EXERCISE REQUIREMENTS:
Every record below should be written out exactly; pictures stay out.

*** PROVIDED DATA ***

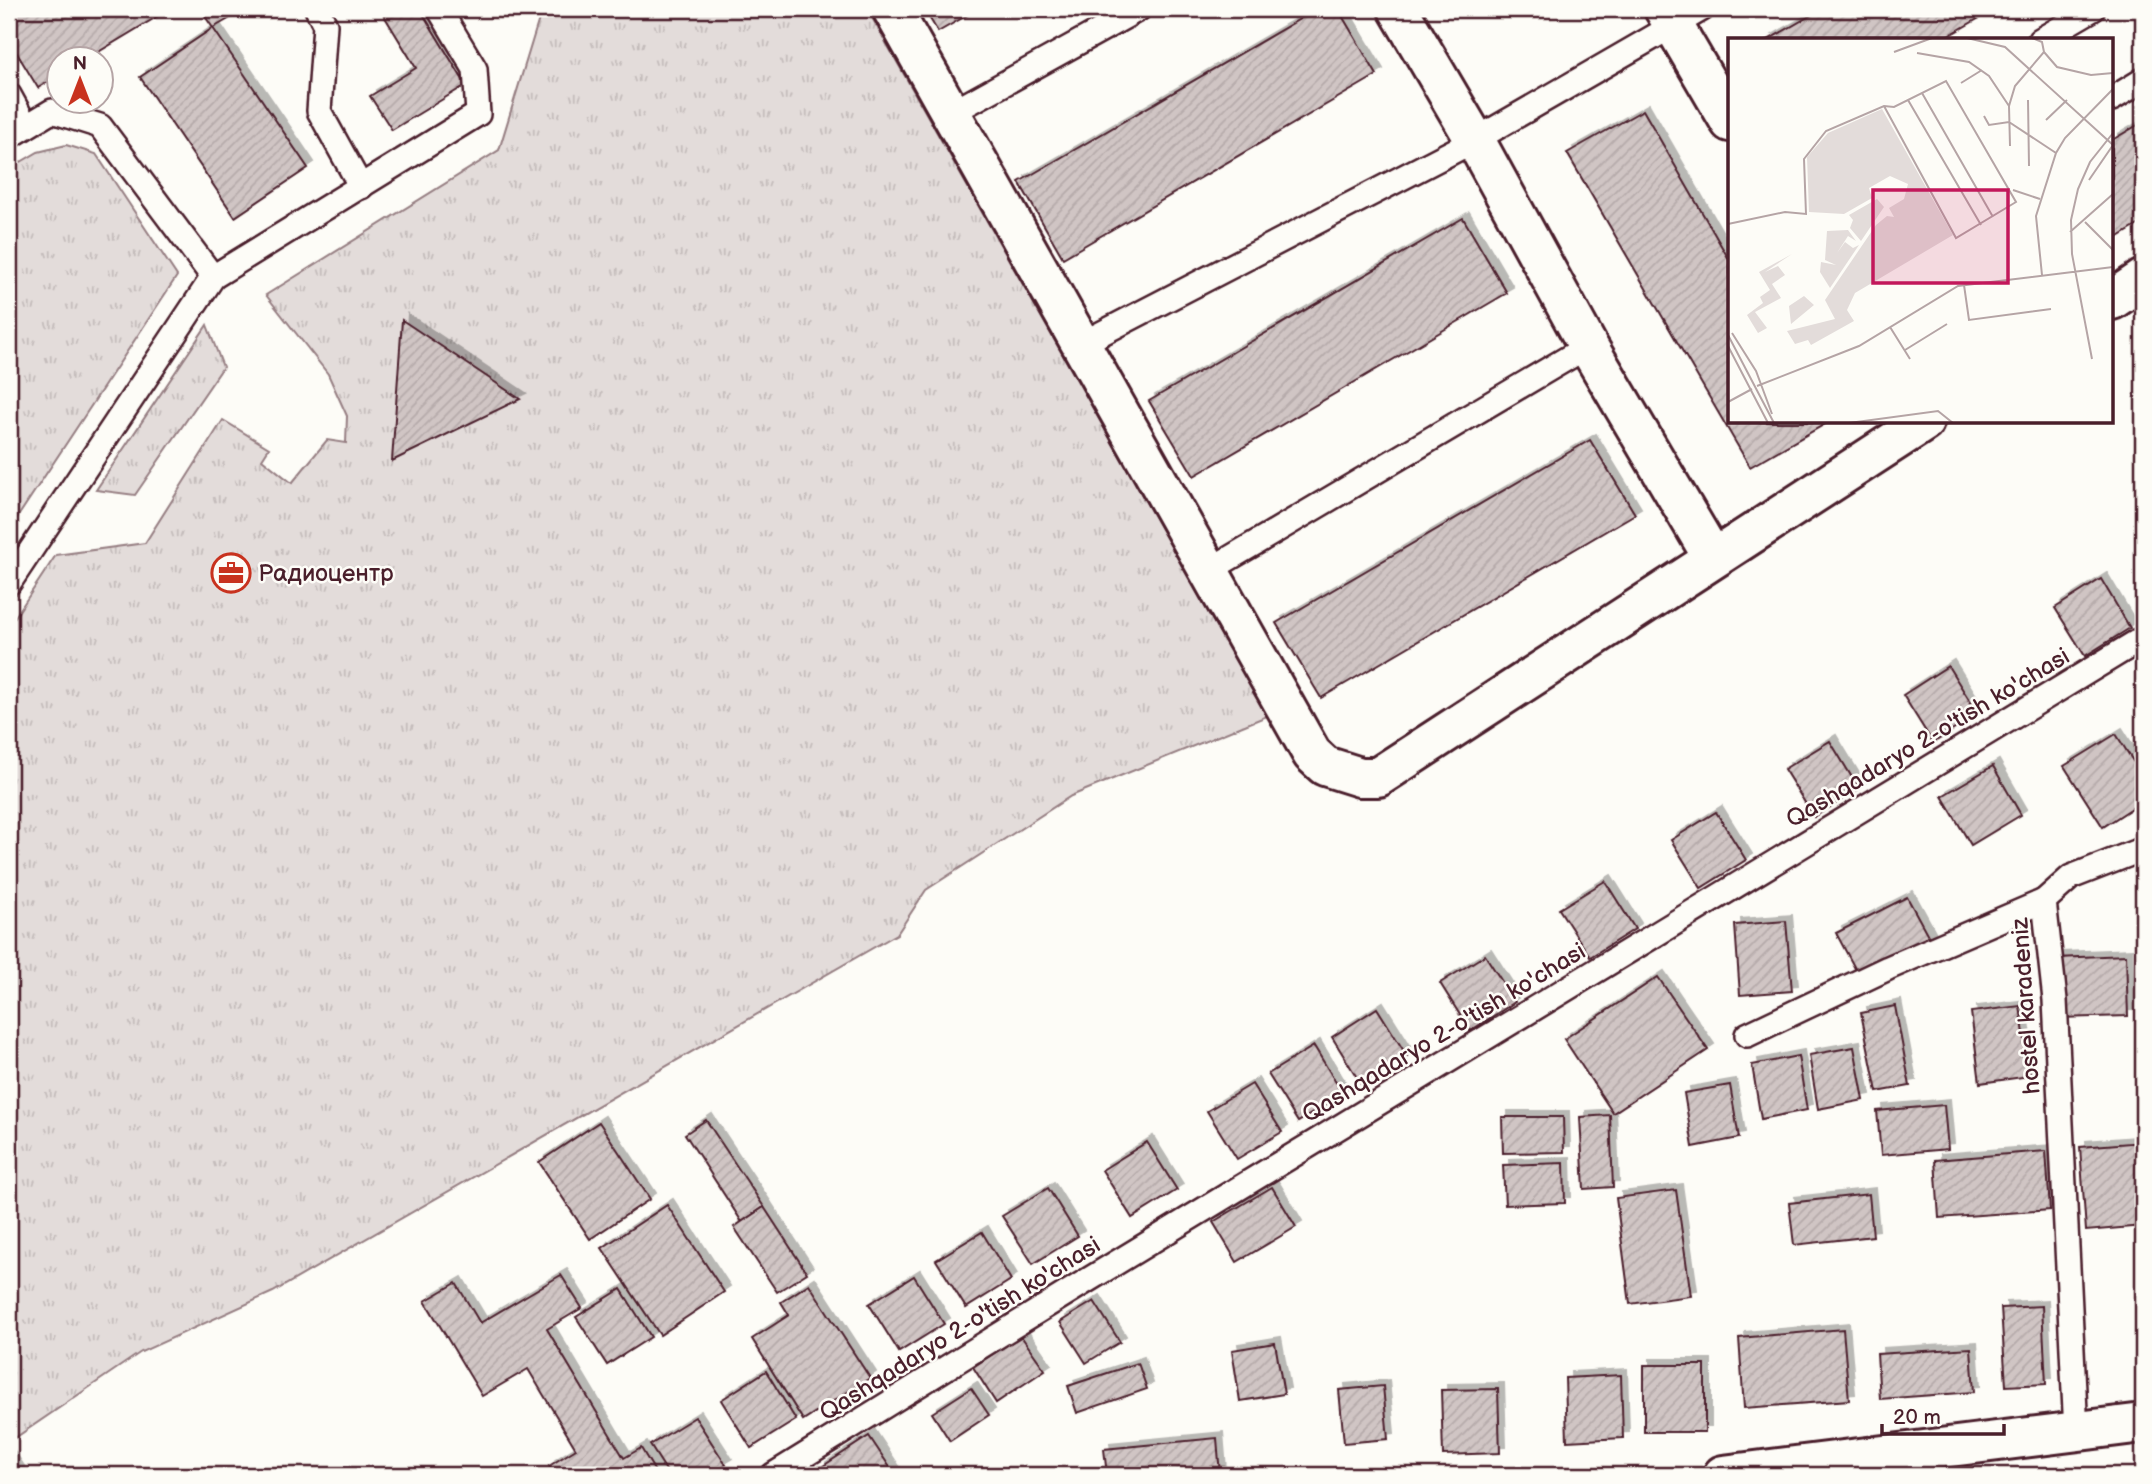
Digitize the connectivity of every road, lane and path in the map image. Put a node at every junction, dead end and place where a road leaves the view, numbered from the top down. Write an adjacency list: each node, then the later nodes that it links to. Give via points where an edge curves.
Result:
1 (317, 9): 16 (lane, via 325,25 319,111)
2 (439, 9): 16 (lane, via 475,69 478,114)
3 (892, 9): 12 (street)
4 (1139, 9): 12 (lane)
5 (1398, 9): 15 (street)
6 (2093, 9): 8 (lane)
7 (1680, 14): 13 (street); 15 (lane)
8 (2043, 38)
9 (2143, 80): 11 (lane)
10 (9, 95): 14 (lane)
11 (2114, 98)
12 (951, 113): 20 (street)
13 (1728, 118)
14 (17, 132): 17 (lane, via 52,111 100,126)
15 (1475, 140): 20 (lane); 21 (street)
16 (361, 187): 17 (lane)
17 (213, 277): 25 (lane)
18 (2143, 279): 19 (street)
19 (2114, 299)
20 (1081, 344): 24 (street)
21 (1588, 346): 23 (street); 24 (lane)
22 (1917, 424): 23 (street)
23 (1713, 558): 24 (street, via 1378,777 1360,777 1325,766 1312,754)
24 (1208, 571)
25 (9, 583)
26 (2143, 638): 32 (lane, Qashqadaryo 2-o'tish ko'chasi)
27 (2143, 849): 28 (lane, via 2071,877)
28 (2044, 901): 29 (lane, hostel karadeniz); 31 (lane, hostel karadeniz, via 2054,1000)
29 (1748, 1035)
30 (2143, 1423): 31 (street)
31 (2076, 1432): 33 (street)
32 (774, 1475)
33 (1723, 1475)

*** End of PROVIDED DATA ***

ANSWER FOR THE TASK:
Digitize the connectivity of every road, lane and path in the map image. Put a node at every junction, dead end and place where a road leaves the view, numbered from the top down. Write an adjacency list: each node, then the later nodes that it links to. Give via points where an edge curves.
Result:
1 (317, 9): 16 (lane, via 325,25 319,111)
2 (439, 9): 16 (lane, via 475,69 478,114)
3 (892, 9): 12 (street)
4 (1139, 9): 12 (lane)
5 (1398, 9): 15 (street)
6 (2093, 9): 8 (lane)
7 (1680, 14): 13 (street); 15 (lane)
8 (2043, 38)
9 (2143, 80): 11 (lane)
10 (9, 95): 14 (lane)
11 (2114, 98)
12 (951, 113): 20 (street)
13 (1728, 118)
14 (17, 132): 17 (lane, via 52,111 100,126)
15 (1475, 140): 20 (lane); 21 (street)
16 (361, 187): 17 (lane)
17 (213, 277): 25 (lane)
18 (2143, 279): 19 (street)
19 (2114, 299)
20 (1081, 344): 24 (street)
21 (1588, 346): 23 (street); 24 (lane)
22 (1917, 424): 23 (street)
23 (1713, 558): 24 (street, via 1378,777 1360,777 1325,766 1312,754)
24 (1208, 571)
25 (9, 583)
26 (2143, 638): 32 (lane, Qashqadaryo 2-o'tish ko'chasi)
27 (2143, 849): 28 (lane, via 2071,877)
28 (2044, 901): 29 (lane, hostel karadeniz); 31 (lane, hostel karadeniz, via 2054,1000)
29 (1748, 1035)
30 (2143, 1423): 31 (street)
31 (2076, 1432): 33 (street)
32 (774, 1475)
33 (1723, 1475)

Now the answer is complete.